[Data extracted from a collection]
== Segment start ==

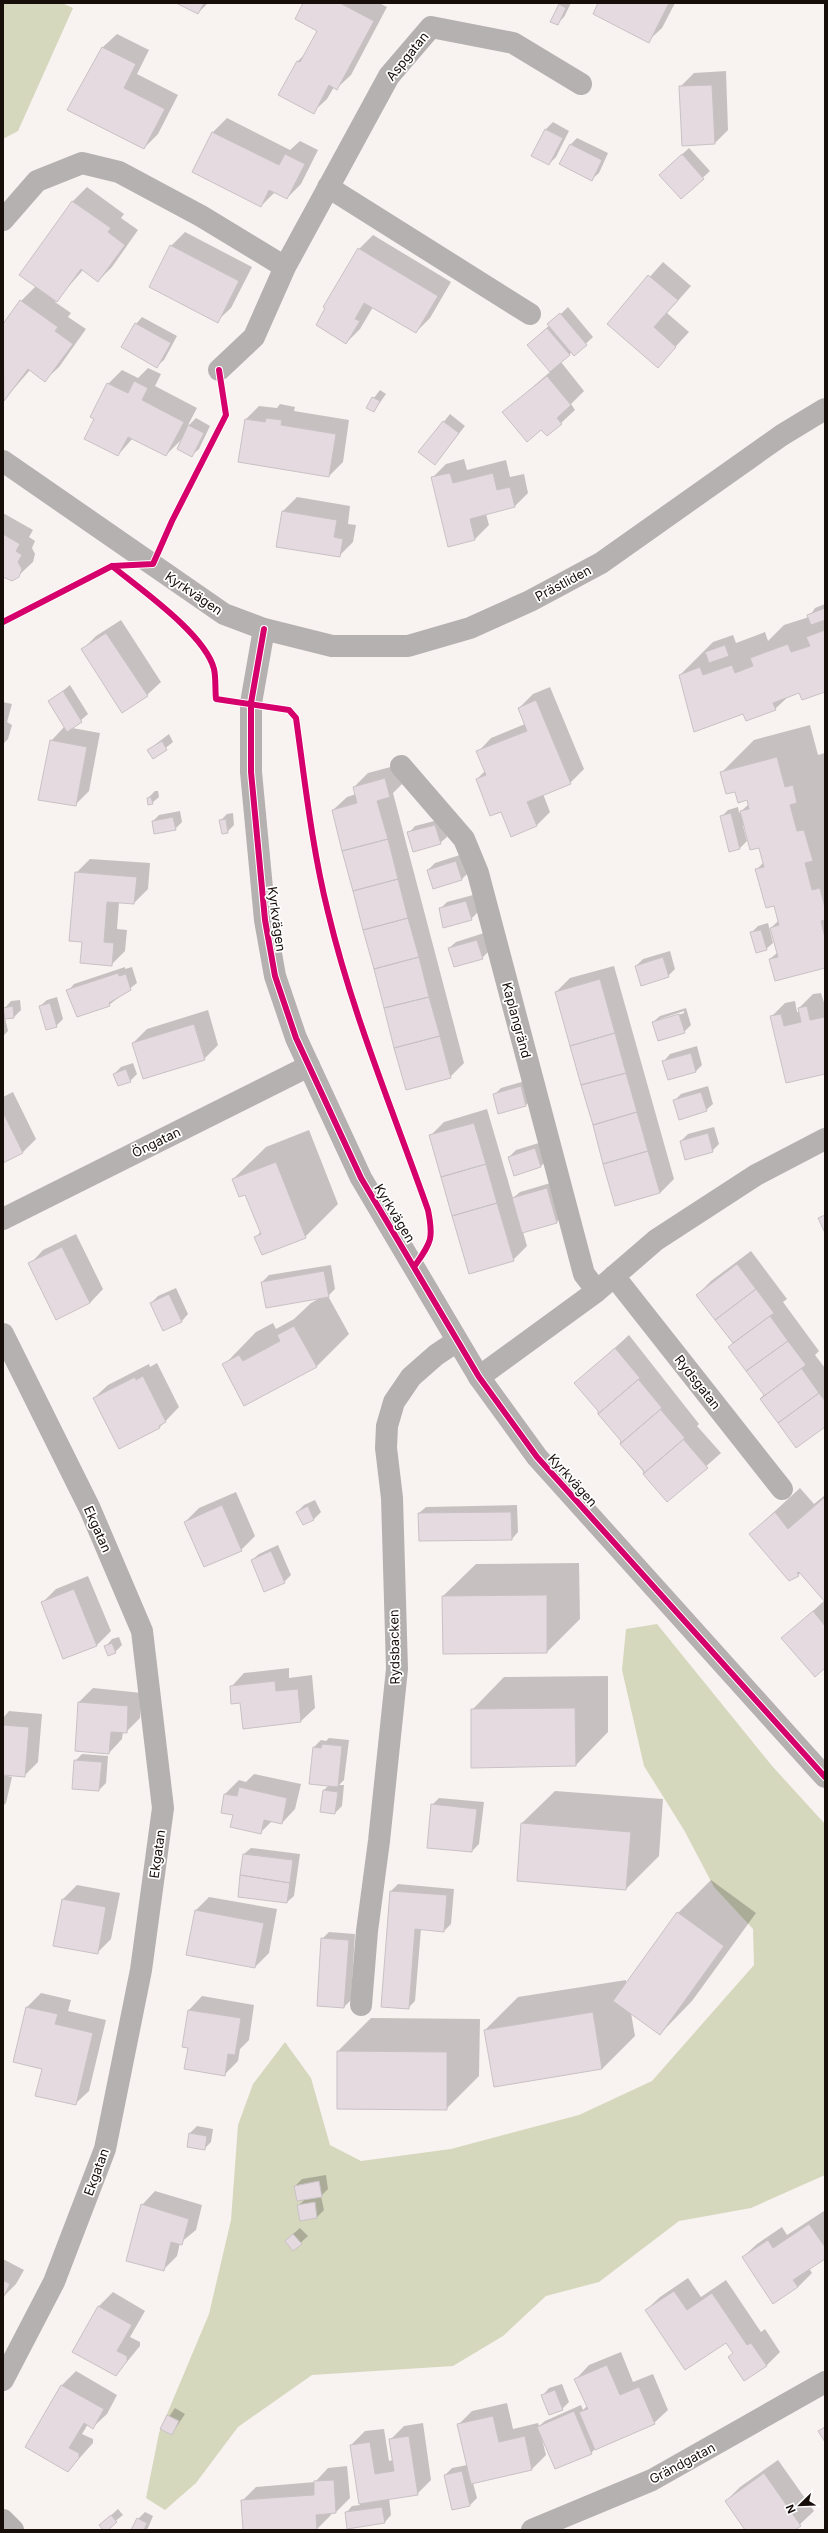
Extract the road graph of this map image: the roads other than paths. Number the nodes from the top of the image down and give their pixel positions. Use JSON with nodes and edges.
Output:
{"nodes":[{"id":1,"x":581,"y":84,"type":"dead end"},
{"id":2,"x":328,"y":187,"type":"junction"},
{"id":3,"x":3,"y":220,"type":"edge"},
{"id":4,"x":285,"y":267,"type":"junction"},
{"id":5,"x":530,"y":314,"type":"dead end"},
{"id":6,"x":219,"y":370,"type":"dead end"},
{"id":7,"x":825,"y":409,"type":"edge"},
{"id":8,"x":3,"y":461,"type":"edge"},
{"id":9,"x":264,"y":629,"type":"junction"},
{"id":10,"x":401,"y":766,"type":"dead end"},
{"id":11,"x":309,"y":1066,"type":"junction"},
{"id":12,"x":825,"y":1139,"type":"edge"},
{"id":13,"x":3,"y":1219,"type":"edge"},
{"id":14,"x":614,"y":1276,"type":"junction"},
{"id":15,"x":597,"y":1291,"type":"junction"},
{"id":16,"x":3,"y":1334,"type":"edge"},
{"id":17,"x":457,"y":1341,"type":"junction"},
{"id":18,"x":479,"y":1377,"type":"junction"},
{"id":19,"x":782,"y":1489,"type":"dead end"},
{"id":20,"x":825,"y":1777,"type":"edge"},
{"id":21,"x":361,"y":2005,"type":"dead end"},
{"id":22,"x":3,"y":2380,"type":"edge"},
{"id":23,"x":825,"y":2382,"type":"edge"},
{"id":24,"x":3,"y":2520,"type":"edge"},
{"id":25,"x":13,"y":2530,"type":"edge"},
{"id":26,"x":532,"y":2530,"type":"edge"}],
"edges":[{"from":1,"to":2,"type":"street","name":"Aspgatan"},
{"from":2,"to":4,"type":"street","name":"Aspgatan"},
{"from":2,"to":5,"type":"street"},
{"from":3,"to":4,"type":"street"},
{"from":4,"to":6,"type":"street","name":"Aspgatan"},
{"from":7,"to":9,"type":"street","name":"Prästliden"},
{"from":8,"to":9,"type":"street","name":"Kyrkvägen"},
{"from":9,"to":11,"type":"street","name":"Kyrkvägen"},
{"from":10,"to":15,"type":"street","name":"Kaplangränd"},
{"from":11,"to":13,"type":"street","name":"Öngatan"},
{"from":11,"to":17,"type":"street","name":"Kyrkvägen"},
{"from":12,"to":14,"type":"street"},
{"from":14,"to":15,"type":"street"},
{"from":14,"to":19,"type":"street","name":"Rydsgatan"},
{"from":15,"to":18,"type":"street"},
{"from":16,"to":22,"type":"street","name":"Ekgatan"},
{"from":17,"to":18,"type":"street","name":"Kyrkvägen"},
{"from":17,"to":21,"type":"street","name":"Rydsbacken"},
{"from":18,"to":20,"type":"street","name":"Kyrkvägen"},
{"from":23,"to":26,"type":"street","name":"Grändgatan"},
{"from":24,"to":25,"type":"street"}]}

== Segment end ==

Omit the pictures. Transcribe every record exactly.

Extract the road graph of this map image: the roads other than paths. Number the nodes from the top of the image down and give their pixel positions. Use JSON with nodes and edges.
Output:
{"nodes":[{"id":1,"x":581,"y":84,"type":"dead end"},
{"id":2,"x":328,"y":187,"type":"junction"},
{"id":3,"x":3,"y":220,"type":"edge"},
{"id":4,"x":285,"y":267,"type":"junction"},
{"id":5,"x":530,"y":314,"type":"dead end"},
{"id":6,"x":219,"y":370,"type":"dead end"},
{"id":7,"x":825,"y":409,"type":"edge"},
{"id":8,"x":3,"y":461,"type":"edge"},
{"id":9,"x":264,"y":629,"type":"junction"},
{"id":10,"x":401,"y":766,"type":"dead end"},
{"id":11,"x":309,"y":1066,"type":"junction"},
{"id":12,"x":825,"y":1139,"type":"edge"},
{"id":13,"x":3,"y":1219,"type":"edge"},
{"id":14,"x":614,"y":1276,"type":"junction"},
{"id":15,"x":597,"y":1291,"type":"junction"},
{"id":16,"x":3,"y":1334,"type":"edge"},
{"id":17,"x":457,"y":1341,"type":"junction"},
{"id":18,"x":479,"y":1377,"type":"junction"},
{"id":19,"x":782,"y":1489,"type":"dead end"},
{"id":20,"x":825,"y":1777,"type":"edge"},
{"id":21,"x":361,"y":2005,"type":"dead end"},
{"id":22,"x":3,"y":2380,"type":"edge"},
{"id":23,"x":825,"y":2382,"type":"edge"},
{"id":24,"x":3,"y":2520,"type":"edge"},
{"id":25,"x":13,"y":2530,"type":"edge"},
{"id":26,"x":532,"y":2530,"type":"edge"}],
"edges":[{"from":1,"to":2,"type":"street","name":"Aspgatan"},
{"from":2,"to":4,"type":"street","name":"Aspgatan"},
{"from":2,"to":5,"type":"street"},
{"from":3,"to":4,"type":"street"},
{"from":4,"to":6,"type":"street","name":"Aspgatan"},
{"from":7,"to":9,"type":"street","name":"Prästliden"},
{"from":8,"to":9,"type":"street","name":"Kyrkvägen"},
{"from":9,"to":11,"type":"street","name":"Kyrkvägen"},
{"from":10,"to":15,"type":"street","name":"Kaplangränd"},
{"from":11,"to":13,"type":"street","name":"Öngatan"},
{"from":11,"to":17,"type":"street","name":"Kyrkvägen"},
{"from":12,"to":14,"type":"street"},
{"from":14,"to":15,"type":"street"},
{"from":14,"to":19,"type":"street","name":"Rydsgatan"},
{"from":15,"to":18,"type":"street"},
{"from":16,"to":22,"type":"street","name":"Ekgatan"},
{"from":17,"to":18,"type":"street","name":"Kyrkvägen"},
{"from":17,"to":21,"type":"street","name":"Rydsbacken"},
{"from":18,"to":20,"type":"street","name":"Kyrkvägen"},
{"from":23,"to":26,"type":"street","name":"Grändgatan"},
{"from":24,"to":25,"type":"street"}]}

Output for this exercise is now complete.